■ Saved data entries:
══════

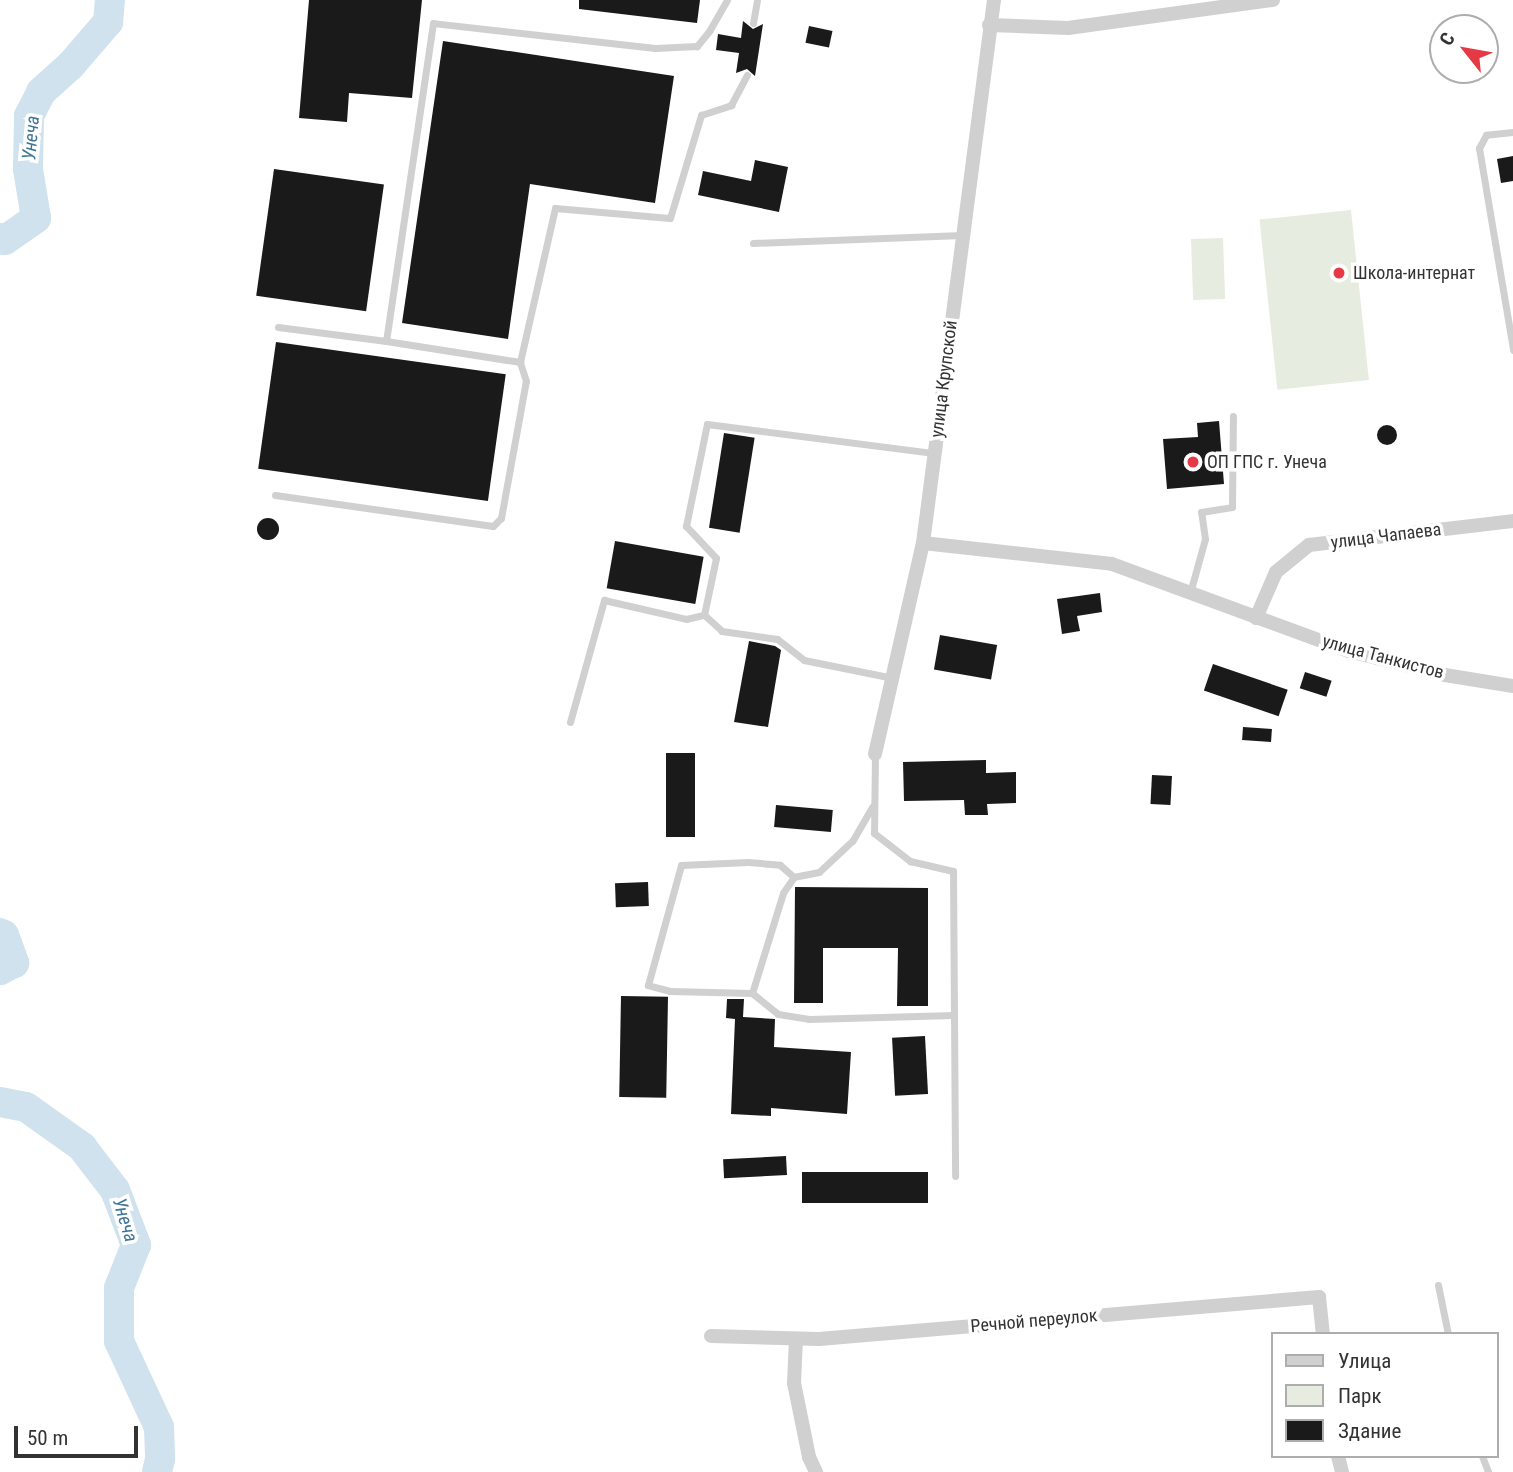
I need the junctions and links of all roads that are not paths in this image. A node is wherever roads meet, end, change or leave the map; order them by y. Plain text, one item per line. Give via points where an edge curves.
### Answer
1 (727, 0) edge
2 (757, 0) edge
3 (994, 0) edge
4 (1273, 0) edge
5 (753, 23) dead end
6 (989, 25) junction
7 (747, 75) dead end
8 (1513, 132) edge
9 (962, 235) junction
10 (753, 243) dead end
11 (278, 327) dead end
12 (386, 341) junction
13 (1513, 350) edge
14 (520, 362) junction
15 (1233, 416) dead end
16 (934, 453) junction
17 (275, 495) dead end
18 (1513, 521) edge
19 (923, 543) junction
20 (1190, 593) junction
21 (704, 615) junction
22 (1256, 618) junction
23 (893, 678) junction
24 (1513, 686) edge
25 (570, 722) dead end
26 (875, 754) joint
27 (874, 804) junction
28 (794, 877) junction
29 (752, 993) junction
30 (954, 1014) junction
31 (955, 1176) dead end
32 (1437, 1286) dead end
33 (1323, 1332) edge
34 (1448, 1332) edge
35 (711, 1336) dead end
36 (796, 1339) junction
37 (816, 1472) edge

1 - 12 lane via 697,46 655,48 433,23
2 - 5 lane
3 - 6 street, улица Крупской
4 - 6 street via 1068,28
6 - 9 street, улица Крупской
7 - 14 lane via 731,105 701,115 670,218 555,208
8 - 13 lane via 1486,135 1479,148
9 - 10 lane
9 - 16 street, улица Крупской
11 - 12 lane
12 - 14 lane
14 - 17 lane via 526,381 501,518 493,526
15 - 20 lane via 1232,507 1201,512 1205,539
16 - 19 street, улица Крупской
16 - 21 lane via 707,424 686,526 716,558
18 - 22 street, улица Чапаева via 1309,545 1276,572
19 - 20 street, улица Танкистов via 1112,564
19 - 23 street, улица Крупской
20 - 22 street, улица Танкистов
21 - 23 lane via 722,631 777,639 804,660
21 - 25 lane via 687,619 604,600
22 - 24 street, улица Танкистов via 1349,651
23 - 26 street, улица Крупской
26 - 27 lane
27 - 28 lane via 852,841 818,872
27 - 30 lane via 874,833 910,861 953,871
28 - 29 lane via 783,893
28 - 29 lane via 780,865 681,866 648,985 670,991
29 - 30 lane via 778,1014 809,1019
30 - 31 lane
32 - 34 lane
33 - 36 street, Речной переулок via 1319,1297
35 - 36 street, Речной переулок
36 - 37 street via 794,1383

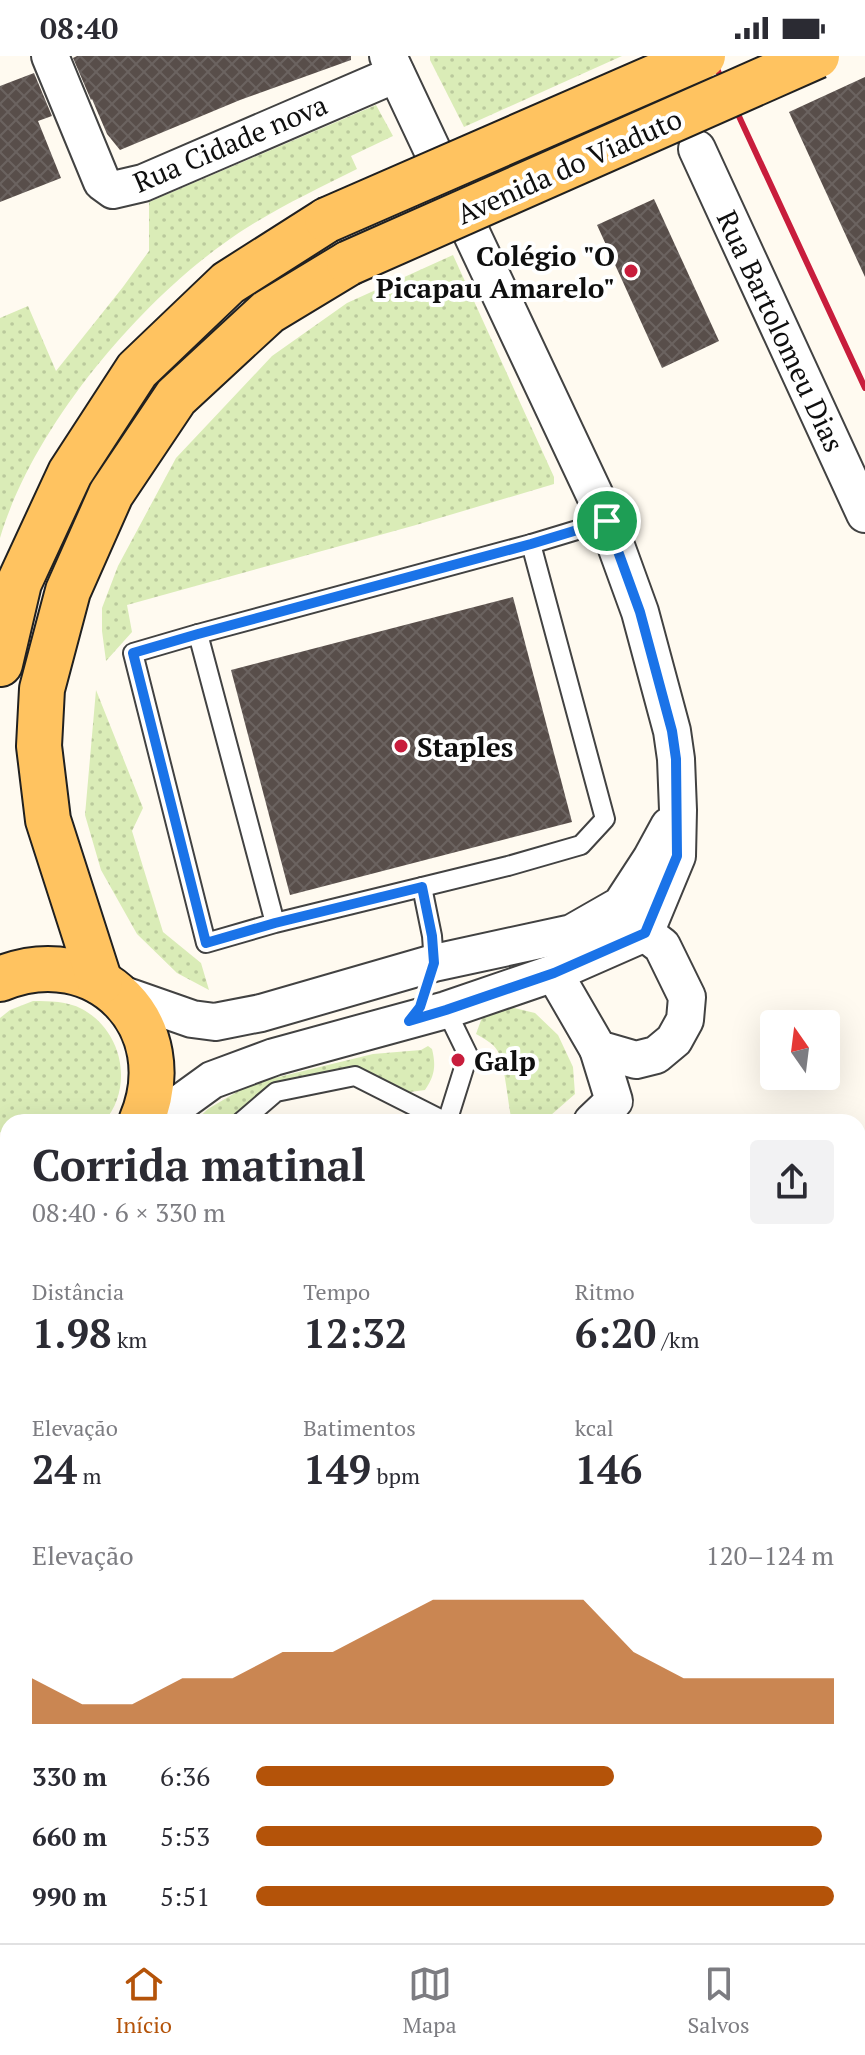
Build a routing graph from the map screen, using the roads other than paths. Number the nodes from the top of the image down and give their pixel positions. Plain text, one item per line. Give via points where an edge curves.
1 (50, 56) edge
2 (703, 56) edge
3 (817, 56) edge
4 (392, 65) edge
5 (697, 149) dead end
6 (865, 514) edge
7 (607, 521) junction
8 (531, 544) junction
9 (198, 634) junction
10 (0, 664) edge
11 (678, 810) junction
12 (422, 887) junction
13 (275, 923) junction
14 (589, 923) junction
15 (645, 933) junction
16 (434, 963) junction
17 (554, 973) junction
18 (0, 979) edge
19 (106, 986) junction
20 (446, 1010) junction
21 (409, 1021) junction
22 (598, 1049) junction
23 (144, 1114) edge
24 (165, 1114) edge
25 (254, 1114) edge
26 (431, 1114) edge
27 (450, 1114) edge
28 (600, 1114) edge

1 - 4 street, Rua Cidade nova via 102,182 113,190 143,183
2 - 10 main road, Avenida do Viaduto, bridge via 327,220 228,283 137,370 70,473 19,583
3 - 19 main road, Avenida do Viaduto, bridge via 349,263 268,312 176,397 111,494 68,591 42,689 39,746 48,820
4 - 7 street
5 - 6 street, Rua Bartolomeu Dias
7 - 8 lane
7 - 11 street via 640,612 672,731
8 - 9 lane
8 - 12 lane via 605,819 581,845
9 - 13 lane
9 - 13 lane via 133,653 206,943
11 - 14 street via 621,905
11 - 15 street via 677,856
12 - 13 lane
12 - 16 lane
14 - 15 street
14 - 16 street via 572,933
15 - 17 street
15 - 22 street via 662,946 687,997 685,1020 674,1040 656,1055 636,1060
16 - 19 street via 215,1022 192,1019
16 - 21 street via 420,1007
17 - 20 street
17 - 22 street
18 - 19 main road via 50,968 84,974
19 - 23 main road via 127,1005 147,1040 153,1082
20 - 21 street
20 - 27 lane via 468,1055
21 - 24 street via 274,1057 212,1080
22 - 28 street via 614,1101
25 - 26 lane via 276,1092 355,1076

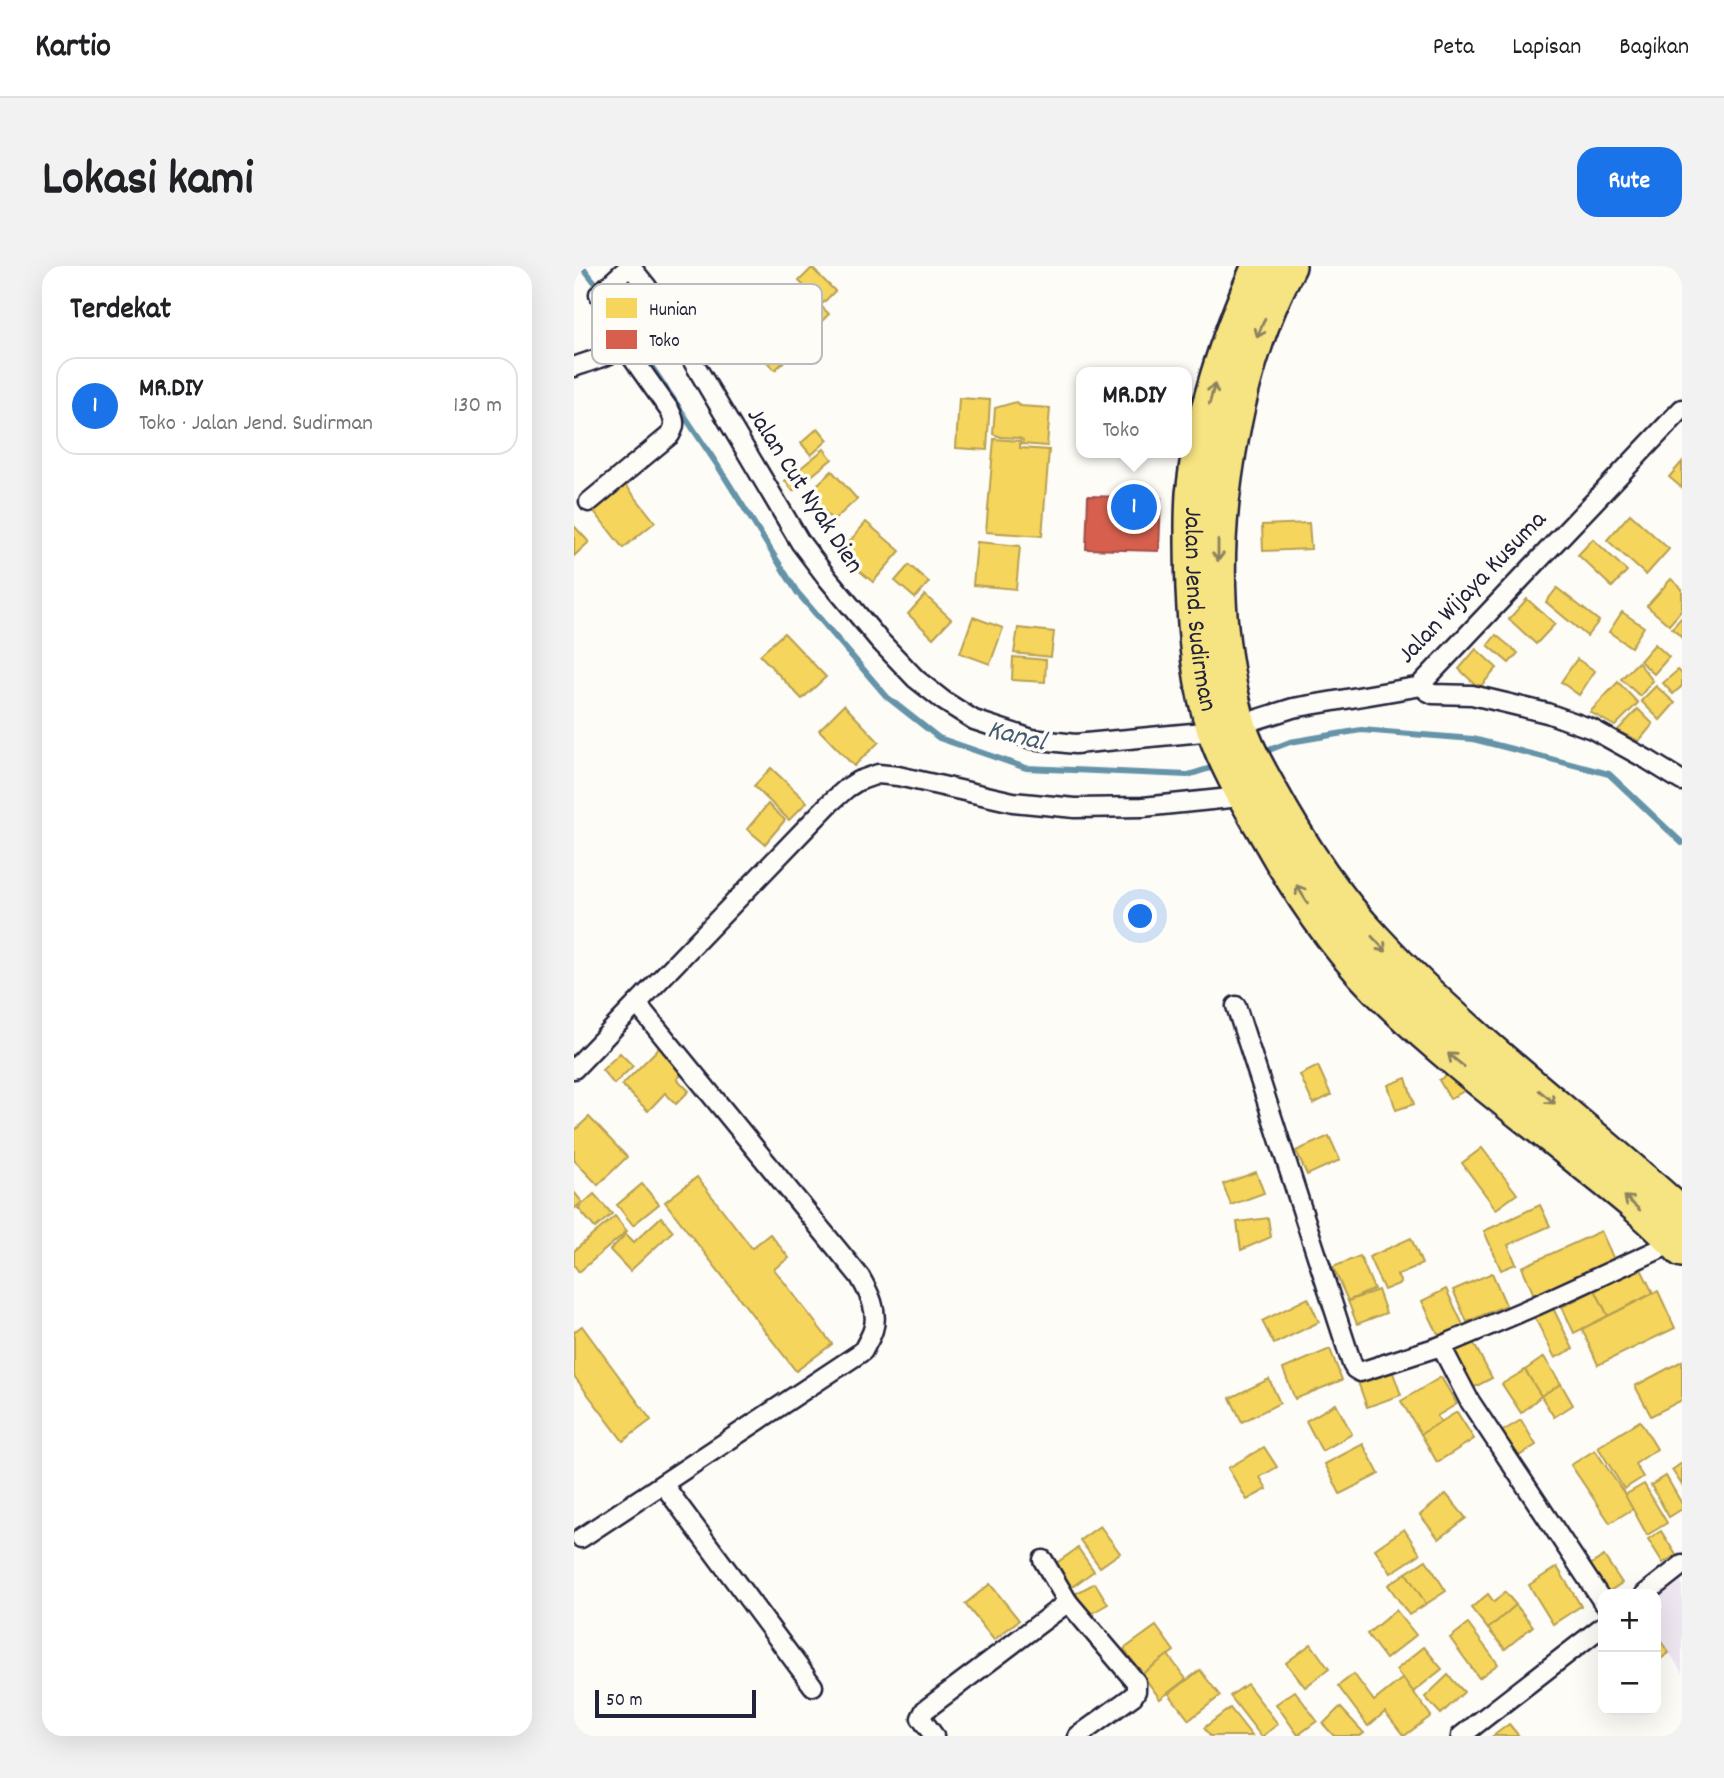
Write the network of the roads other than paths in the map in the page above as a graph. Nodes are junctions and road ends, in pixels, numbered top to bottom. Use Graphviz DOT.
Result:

══════

■ Problem to work on:
Pictures are to be dropped, and every record is to be copied exactly.

■ Expected answer:
I need the junctions and links of all roads that are not paths in this image. A node is wherever roads meet, end, change or leave the map; order them by y. Plain text, one item per line. Give via points where an edge curves.
### Answer
1 (727, 0) edge
2 (757, 0) edge
3 (994, 0) edge
4 (1273, 0) edge
5 (753, 23) dead end
6 (989, 25) junction
7 (747, 75) dead end
8 (1513, 132) edge
9 (962, 235) junction
10 (753, 243) dead end
11 (278, 327) dead end
12 (386, 341) junction
13 (1513, 350) edge
14 (520, 362) junction
15 (1233, 416) dead end
16 (934, 453) junction
17 (275, 495) dead end
18 (1513, 521) edge
19 (923, 543) junction
20 (1190, 593) junction
21 (704, 615) junction
22 (1256, 618) junction
23 (893, 678) junction
24 (1513, 686) edge
25 (570, 722) dead end
26 (875, 754) joint
27 (874, 804) junction
28 (794, 877) junction
29 (752, 993) junction
30 (954, 1014) junction
31 (955, 1176) dead end
32 (1437, 1286) dead end
33 (1323, 1332) edge
34 (1448, 1332) edge
35 (711, 1336) dead end
36 (796, 1339) junction
37 (816, 1472) edge

1 - 12 lane via 697,46 655,48 433,23
2 - 5 lane
3 - 6 street, улица Крупской
4 - 6 street via 1068,28
6 - 9 street, улица Крупской
7 - 14 lane via 731,105 701,115 670,218 555,208
8 - 13 lane via 1486,135 1479,148
9 - 10 lane
9 - 16 street, улица Крупской
11 - 12 lane
12 - 14 lane
14 - 17 lane via 526,381 501,518 493,526
15 - 20 lane via 1232,507 1201,512 1205,539
16 - 19 street, улица Крупской
16 - 21 lane via 707,424 686,526 716,558
18 - 22 street, улица Чапаева via 1309,545 1276,572
19 - 20 street, улица Танкистов via 1112,564
19 - 23 street, улица Крупской
20 - 22 street, улица Танкистов
21 - 23 lane via 722,631 777,639 804,660
21 - 25 lane via 687,619 604,600
22 - 24 street, улица Танкистов via 1349,651
23 - 26 street, улица Крупской
26 - 27 lane
27 - 28 lane via 852,841 818,872
27 - 30 lane via 874,833 910,861 953,871
28 - 29 lane via 783,893
28 - 29 lane via 780,865 681,866 648,985 670,991
29 - 30 lane via 778,1014 809,1019
30 - 31 lane
32 - 34 lane
33 - 36 street, Речной переулок via 1319,1297
35 - 36 street, Речной переулок
36 - 37 street via 794,1383

Build a routing graph from the map screen, using the roads other than paths. Number the nodes from the top of the image down and give their pixel positions. Plain text, one item per line. Give via points where an edge curves.
1 (50, 56) edge
2 (703, 56) edge
3 (817, 56) edge
4 (392, 65) edge
5 (697, 149) dead end
6 (865, 514) edge
7 (607, 521) junction
8 (531, 544) junction
9 (198, 634) junction
10 (0, 664) edge
11 (678, 810) junction
12 (422, 887) junction
13 (275, 923) junction
14 (589, 923) junction
15 (645, 933) junction
16 (434, 963) junction
17 (554, 973) junction
18 (0, 979) edge
19 (106, 986) junction
20 (446, 1010) junction
21 (409, 1021) junction
22 (598, 1049) junction
23 (144, 1114) edge
24 (165, 1114) edge
25 (254, 1114) edge
26 (431, 1114) edge
27 (450, 1114) edge
28 (600, 1114) edge

1 - 4 street, Rua Cidade nova via 102,182 113,190 143,183
2 - 10 main road, Avenida do Viaduto, bridge via 327,220 228,283 137,370 70,473 19,583
3 - 19 main road, Avenida do Viaduto, bridge via 349,263 268,312 176,397 111,494 68,591 42,689 39,746 48,820
4 - 7 street
5 - 6 street, Rua Bartolomeu Dias
7 - 8 lane
7 - 11 street via 640,612 672,731
8 - 9 lane
8 - 12 lane via 605,819 581,845
9 - 13 lane
9 - 13 lane via 133,653 206,943
11 - 14 street via 621,905
11 - 15 street via 677,856
12 - 13 lane
12 - 16 lane
14 - 15 street
14 - 16 street via 572,933
15 - 17 street
15 - 22 street via 662,946 687,997 685,1020 674,1040 656,1055 636,1060
16 - 19 street via 215,1022 192,1019
16 - 21 street via 420,1007
17 - 20 street
17 - 22 street
18 - 19 main road via 50,968 84,974
19 - 23 main road via 127,1005 147,1040 153,1082
20 - 21 street
20 - 27 lane via 468,1055
21 - 24 street via 274,1057 212,1080
22 - 28 street via 614,1101
25 - 26 lane via 276,1092 355,1076

Write the network of the roads other than paths in the map in the page above as a graph. Nodes are junctions and road ends, in pixels, numbered top to bottom. Use Graphviz DOT.
Result:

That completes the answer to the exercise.